Jusqu’au jour où il atterrit, en costume, dans un supermarché. Il a trouvé un emploi de vigile. Que ce soit dans les allées du magasin ou devant les écrans des caméras de surveillance, il doit tout surveiller : les clients susceptibles de voler des produits, mais aussi les caissières qui peuvent oublier de scanner des produits ou qui récupèrent les bons de réduction abandonnés par les acheteurs. Thierry va alors devoir trancher entre sa morale et son emploi.

La violence de la loi du marché

Car que faire quand un vieux monsieur vole un steak qu’il ne peut pas payer ? Que faire quand vous vous retrouvez face à votre propre collègue qui a engrangé quelques points supplémentaires sur sa carte de fidélité car un client n’en avait pas ? Les « voleurs » sont emmenés dans une petite pièce dans le sous-sol du supermarché. Entre les murs sales, une simple table. Pas de fenêtre. Un néon crépite. Cette laideur, cette froideur, sont comme le reflet de la violence de la loi du marché subie par Thierry.

La réussite du réalisateur est de faire comprendre tout l’enjeu de son film sans se perdre en paroles inutiles

La réussite du réalisateur est de faire comprendre tout l’enjeu de son film sans se perdre en paroles inutiles. Thierry est un taiseux.
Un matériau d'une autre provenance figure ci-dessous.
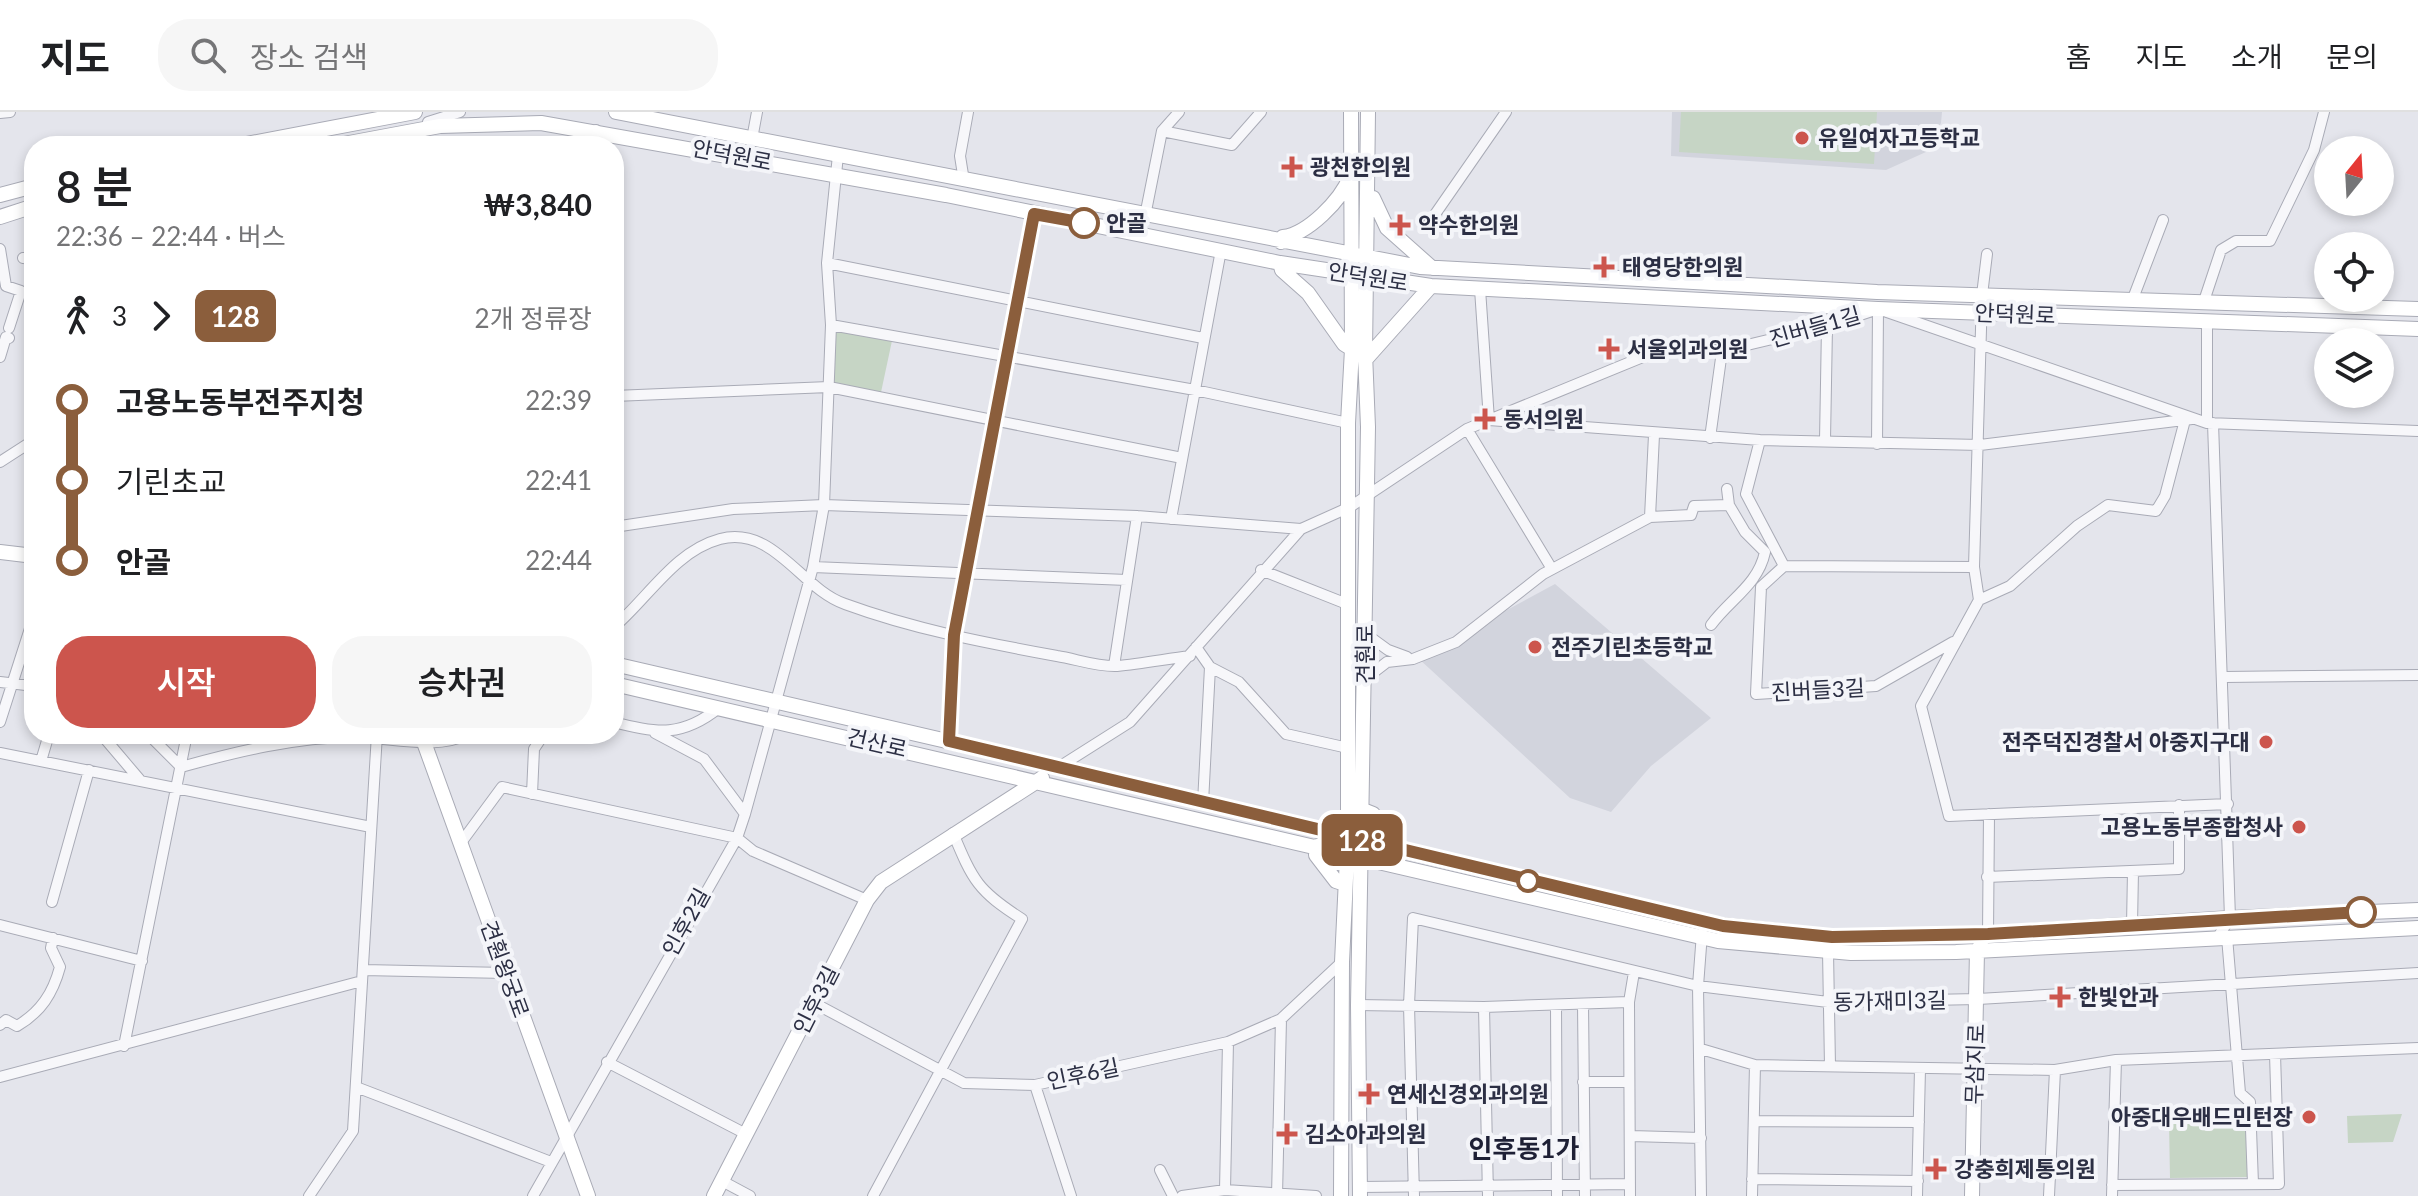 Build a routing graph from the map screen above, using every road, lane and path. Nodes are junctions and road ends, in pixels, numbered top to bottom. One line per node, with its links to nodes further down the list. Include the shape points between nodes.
1 (10, 112): 13 (street)
2 (415, 112): 17 (street)
3 (460, 112): 14 (street)
4 (616, 112): 20 (street, 안덕원로)
5 (757, 112): 20 (street)
6 (968, 112): 24 (street, via 960,156)
7 (1179, 112): 16 (street)
8 (1261, 112): 16 (street, via 1232,145)
9 (1351, 112): 22 (street, 견훤로)
10 (1368, 112): 27 (street, 견훤로)
11 (1506, 112): 33 (street)
12 (2324, 112): 48 (street, via 2314,150 2270,241 2236,241 2221,250)
13 (0, 113)
14 (416, 130): 15 (street, 안덕원로, via 512,122); 18 (street, 안덕원로)
15 (596, 130): 19 (street); 23 (street, 안덕원로)
16 (1162, 131): 30 (street)
17 (289, 136)
18 (401, 136)
19 (596, 136)
20 (752, 139): 21 (street, 안덕원로)
21 (838, 155): 23 (street, 인후2길); 24 (street, 안덕원로)
22 (1352, 173): 34 (street, via 1340,195); 38 (street, 견훤로)
23 (835, 174): 29 (street, 안덕원로); 39 (street, 인후2길)
24 (964, 181): 30 (street, 안덕원로)
25 (24, 189): 26 (street)
26 (0, 195)
27 (1366, 198): 38 (street, 견훤로); 41 (street, via 1373,198 1387,228)
28 (24, 209): 31 (street)
29 (1034, 214): 36 (street, 안덕원로); 47 (street)
30 (1145, 216): 34 (street, 안덕원로)
31 (0, 217)
32 (2163, 220): 46 (street)
33 (1429, 223)
34 (1281, 243): 38 (street, 안덕원로)
35 (0, 249): 61 (street, via 6,286 21,291)
36 (1221, 250): 40 (street, 안덕원로); 56 (street)
37 (1987, 254): 45 (street)
38 (1359, 256): 41 (street, 안덕원로); 42 (street, 견훤로)
39 (827, 263): 47 (street); 53 (street, 인후2길)
40 (1280, 263): 42 (street, 안덕원로); 58 (street)
41 (1432, 268): 45 (street, 안덕원로)
42 (1359, 276): 43 (street, 안덕원로); 58 (street, 견훤로); 62 (street, 견훤로)
43 (1431, 286): 44 (street, 안덕원로); 62 (street)
44 (1480, 289): 49 (street, 안덕원로); 66 (street)
45 (1982, 295): 46 (street, 안덕원로); 51 (street)
46 (2132, 301): 48 (street, 안덕원로)
47 (1018, 304): 56 (street); 60 (street)
48 (2203, 304): 50 (street, 안덕원로)
49 (1878, 309): 51 (street, 안덕원로); 54 (street, 진버들1길); 57 (street, 진버들1길); 77 (street)
50 (2418, 309)
51 (1982, 313): 52 (street, 안덕원로); 57 (street)
52 (2207, 321): 55 (street, 안덕원로); 69 (street)
53 (831, 325): 60 (street); 63 (street, 인후2길)
54 (1827, 326): 59 (street, 진버들1길); 76 (street)
55 (2418, 329)
56 (1203, 338): 64 (street)
57 (1982, 347): 69 (street, 진버들1길); 78 (street)
58 (1352, 349): 70 (street, 견훤로)
59 (1722, 351): 66 (street, 진버들1길, via 1672,345); 74 (street)
60 (1008, 356): 64 (street); 68 (street)
61 (0, 357)
62 (1365, 360): 83 (street, 견훤로)
63 (829, 387): 65 (street); 68 (street); 84 (street, 인후2길)
64 (1195, 390): 70 (street); 80 (street)
65 (624, 396)
66 (1489, 420): 71 (street, 진버들1길); 73 (street)
67 (2185, 420): 69 (street); 78 (street); 103 (street, via 2165,496 2156,511 2108,505 2010,586)
68 (995, 421): 80 (street); 87 (street)
69 (2206, 422): 72 (street, 진버들1길); 117 (street)
70 (1348, 423): 86 (street, 견훤로)
71 (1467, 429): 83 (street, 진버들1길); 98 (street)
72 (2418, 431)
73 (1654, 435): 74 (street); 89 (street)
74 (1710, 438): 75 (street)
75 (1760, 440): 76 (street); 95 (street, via 1746,494)
76 (1825, 440): 77 (street)
77 (1877, 444): 78 (street)
78 (1980, 445): 97 (street)
79 (24, 446): 81 (street)
80 (1182, 458): 90 (street)
81 (0, 462)
82 (1727, 489): 85 (street)
83 (1366, 496): 86 (street, 진버들1길); 107 (street, 견훤로)
84 (824, 505): 87 (street); 91 (street, via 733,509); 96 (street, 인후2길)
85 (1729, 505): 89 (street, via 1700,503 1691,515); 106 (street, via 1765,552 1761,571)
86 (1350, 507): 92 (street, 진버들1길); 104 (street, 견훤로)
87 (978, 512): 88 (street); 100 (street)
88 (1137, 516): 90 (street); 101 (street)
89 (1650, 517): 98 (street)
90 (1171, 519): 92 (street)
91 (624, 526)
92 (1301, 529): 99 (street)
93 (0, 552): 94 (street)
94 (24, 555)
95 (1784, 566): 97 (street); 109 (street, 진버들3길, via 1761,587 1756,694 1876,686)
96 (813, 567): 100 (street); 102 (street, 인후2길)
97 (1974, 567): 103 (street)
98 (1552, 569): 112 (street, via 1456,642 1413,659)
99 (1261, 570): 104 (street, 견훤로); 111 (street)
100 (967, 571): 101 (street); 108 (street)
101 (1127, 580): 114 (street)
102 (809, 581): 105 (street, via 760,543 721,539 682,557); 108 (street, via 843,604); 123 (street, 인후2길)
103 (1979, 600): 109 (street, 진버들3길)
104 (1347, 604): 138 (street, 견훤로)
105 (624, 619)
106 (1711, 625)
107 (1366, 634): 112 (street); 118 (street, 견훤로)
108 (954, 635): 114 (street); 129 (street)
109 (1955, 641): 153 (street, 진버들3길, via 1921,706 1949,816)
110 (24, 647): 120 (street)
111 (1193, 651): 114 (street); 115 (street); 142 (street, via 1130,722)
112 (1389, 656): 118 (street)
113 (624, 666): 123 (street, 건산로)
114 (1114, 666)
115 (1210, 667): 138 (street, via 1239,682 1286,734); 148 (street)
116 (2418, 675): 117 (street)
117 (2225, 677): 149 (street)
118 (1365, 679): 151 (street, 견훤로)
119 (0, 682): 120 (street)
120 (12, 684): 121 (street); 126 (street)
121 (24, 685)
122 (624, 686): 124 (street, 건산로)
123 (775, 701): 125 (street, 인후2길); 129 (street, 건산로)
124 (721, 707): 125 (street, 건산로); 128 (street, via 701,722)
125 (770, 717): 145 (street, 건산로); 152 (street, 인후2길)
126 (0, 722)
127 (624, 725): 128 (street)
128 (655, 733): 152 (street, via 704,759)
129 (949, 741): 142 (street, 건산로)
130 (46, 744): 140 (street)
131 (109, 744): 144 (street)
132 (158, 744): 141 (street)
133 (185, 744): 141 (street)
134 (290, 744): 141 (street)
135 (377, 744): 154 (street)
136 (424, 744): 158 (street, 견훤왕궁로)
137 (537, 744): 147 (street)
138 (1348, 748): 157 (street, 견훤로)
139 (0, 753): 140 (street)
140 (41, 761): 143 (street)
141 (181, 767): 146 (street)
142 (1059, 767): 145 (street, 인후3길); 148 (street, 건산로)
143 (89, 770): 144 (street); 167 (street)
144 (140, 780): 146 (street)
145 (1037, 780): 155 (street, 인후3길); 159 (street, 건산로)
146 (177, 788): 154 (street); 179 (street)
147 (532, 794): 156 (street); 158 (street, via 502,787)
148 (1203, 803): 157 (street, 건산로)
149 (2228, 804): 150 (street, 진버들3길); 169 (street)
150 (2179, 805): 153 (street, 진버들3길); 163 (street, via 2179,869)
151 (1363, 810): 157 (street, 견훤로); 160 (street, via 1373,814)
152 (745, 814): 156 (street, 인후2길)
153 (1989, 814): 164 (street)
154 (371, 827): 184 (street)
155 (953, 833): 166 (street, 인후3길, via 881,882); 208 (street, via 973,881 1022,919)
156 (737, 838): 166 (street, via 753,851); 205 (street, 인후2길)
157 (1355, 838): 160 (street, 건산로); 161 (street, 견훤로); 162 (street, 견훤로)
158 (460, 844): 182 (street, 견훤왕궁로)
159 (1317, 846): 161 (street, 건산로); 165 (street, via 1316,855 1336,881)
160 (1399, 849): 173 (street, 건산로)
161 (1347, 853): 162 (street, 건산로); 165 (street, 견훤로)
162 (1362, 857): 173 (street, 건산로); 192 (street, 견훤로)
163 (2133, 871): 164 (street); 171 (street)
164 (1987, 877): 174 (street)
165 (1345, 884): 180 (street, 견훤로)
166 (867, 900): 190 (street, 인후3길)
167 (52, 902)
168 (2418, 910): 169 (street, 건산로)
169 (2230, 918): 171 (street, 건산로); 175 (street)
170 (0, 925): 176 (street)
171 (2132, 925): 174 (street, 건산로)
172 (2418, 928): 175 (street, 건산로)
173 (1703, 930): 174 (street, 건산로, via 1832,937); 177 (street, 건산로); 186 (street)
174 (1988, 934): 178 (street)
175 (2222, 937): 178 (street, 건산로); 185 (street)
176 (53, 938): 179 (street); 197 (street, via 51,948 60,967 53,991 32,1017 17,1026 6,1020)
177 (1828, 951): 178 (street, 건산로); 189 (street)
178 (1977, 951): 187 (street, 무삼지로)
179 (142, 961): 199 (street)
180 (1342, 962): 196 (street, 인후6길); 250 (street, 견훤로)
181 (1634, 972): 186 (street, 동가재미3길); 188 (street); 193 (street, 동가재미3길, via 1413,918)
182 (506, 973): 184 (street); 221 (street, 견훤왕궁로)
183 (2418, 973): 185 (street, 동가재미3길)
184 (363, 976): 199 (street); 215 (street)
185 (2229, 982): 187 (street, 동가재미3길); 203 (street)
186 (1698, 986): 189 (street, 동가재미3길); 201 (street)
187 (1978, 999): 189 (street, 동가재미3길); 210 (street, 무삼지로)
188 (1629, 1002): 191 (street); 216 (street)
189 (1828, 1002): 207 (street)
190 (814, 1003): 208 (street, 인후6길); 222 (street, 인후3길)
191 (1583, 1004): 194 (street); 213 (street)
192 (1358, 1005): 193 (street); 236 (street, 견훤로)
193 (1409, 1005): 195 (street); 237 (street)
194 (1556, 1005): 195 (street); 232 (street)
195 (1484, 1007): 238 (street)
196 (1281, 1019): 198 (street, 인후6길); 239 (street)
197 (0, 1025)
198 (1228, 1042): 214 (street, 인후6길); 231 (street)
199 (124, 1046): 212 (street)
200 (2418, 1048): 202 (street)
201 (1701, 1049): 206 (street); 224 (street)
202 (2275, 1054): 203 (street); 230 (street, via 2279,1184)
203 (2238, 1055): 204 (street); 217 (street, via 2240,1093 2250,1102)
204 (2116, 1060): 211 (street); 218 (street)
205 (607, 1062): 221 (street, 인후2길); 222 (street)
206 (1755, 1065): 207 (street); 219 (street)
207 (1830, 1066): 209 (street)
208 (941, 1069): 214 (street, 인후6길, via 964,1083); 245 (street)
209 (1920, 1069): 210 (street); 220 (street)
210 (1973, 1070): 211 (street); 254 (street, 무삼지로)
211 (2055, 1070): 255 (street)
212 (0, 1077)
213 (1583, 1082): 216 (street); 233 (street)
214 (1035, 1085): 246 (street)
215 (356, 1087): 225 (street); 240 (street, via 353,1131)
216 (1629, 1088): 223 (street)
217 (2252, 1117): 218 (street); 230 (street)
218 (2114, 1118): 235 (street)
219 (1754, 1121): 220 (street); 227 (street)
220 (1919, 1122): 229 (street)
221 (567, 1131): 225 (street, 인후2길); 242 (street, 견훤왕궁로)
222 (746, 1134): 228 (street, 인후3길)
223 (1631, 1136): 224 (street); 234 (street)
224 (1701, 1138): 251 (street)
225 (551, 1162): 241 (street, 인후2길)
226 (1160, 1170): 247 (street)
227 (1752, 1179): 229 (street); 252 (street)
228 (722, 1181): 243 (street, 인후3길); 244 (street)
229 (1918, 1181): 253 (street)
230 (2253, 1184): 235 (street)
231 (1225, 1190): 239 (street); 248 (street)
232 (1557, 1190): 233 (street); 238 (street)
233 (1585, 1190): 234 (street)
234 (1630, 1190)
235 (2112, 1190)
236 (1360, 1191): 237 (street)
237 (1414, 1191): 238 (street)
238 (1488, 1191)
239 (1277, 1195): 249 (street)
240 (309, 1196)
241 (533, 1196)
242 (588, 1196)
243 (714, 1196)
244 (750, 1196)
245 (873, 1196)
246 (1071, 1196)
247 (1173, 1196)
248 (1182, 1196)
249 (1316, 1196)
250 (1341, 1196)
251 (1701, 1196)
252 (1752, 1196)
253 (1917, 1196)
254 (1972, 1196)
255 (2049, 1196)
Sous sa moustache, il sourit peu et les rides sillonnent souvent son front. Chez lui, les repas sont silencieux. Quelques moments partagés avec sa femme sont dévoilés : les cours de rock sur la musique de Jean-Jacques Goldman ou la négociation de la vente de leur bungalow. Thierry ne s’apitoie jamais ; il encaisse, mais tente toujours de rester digne.

Stéphane Brizé a voulu « faire un film qui parle de notre monde, qui témoigne des drames d’aujourd’hui ». En évitant tout pathos, lui et Vincent Lindon ont brillamment réussi.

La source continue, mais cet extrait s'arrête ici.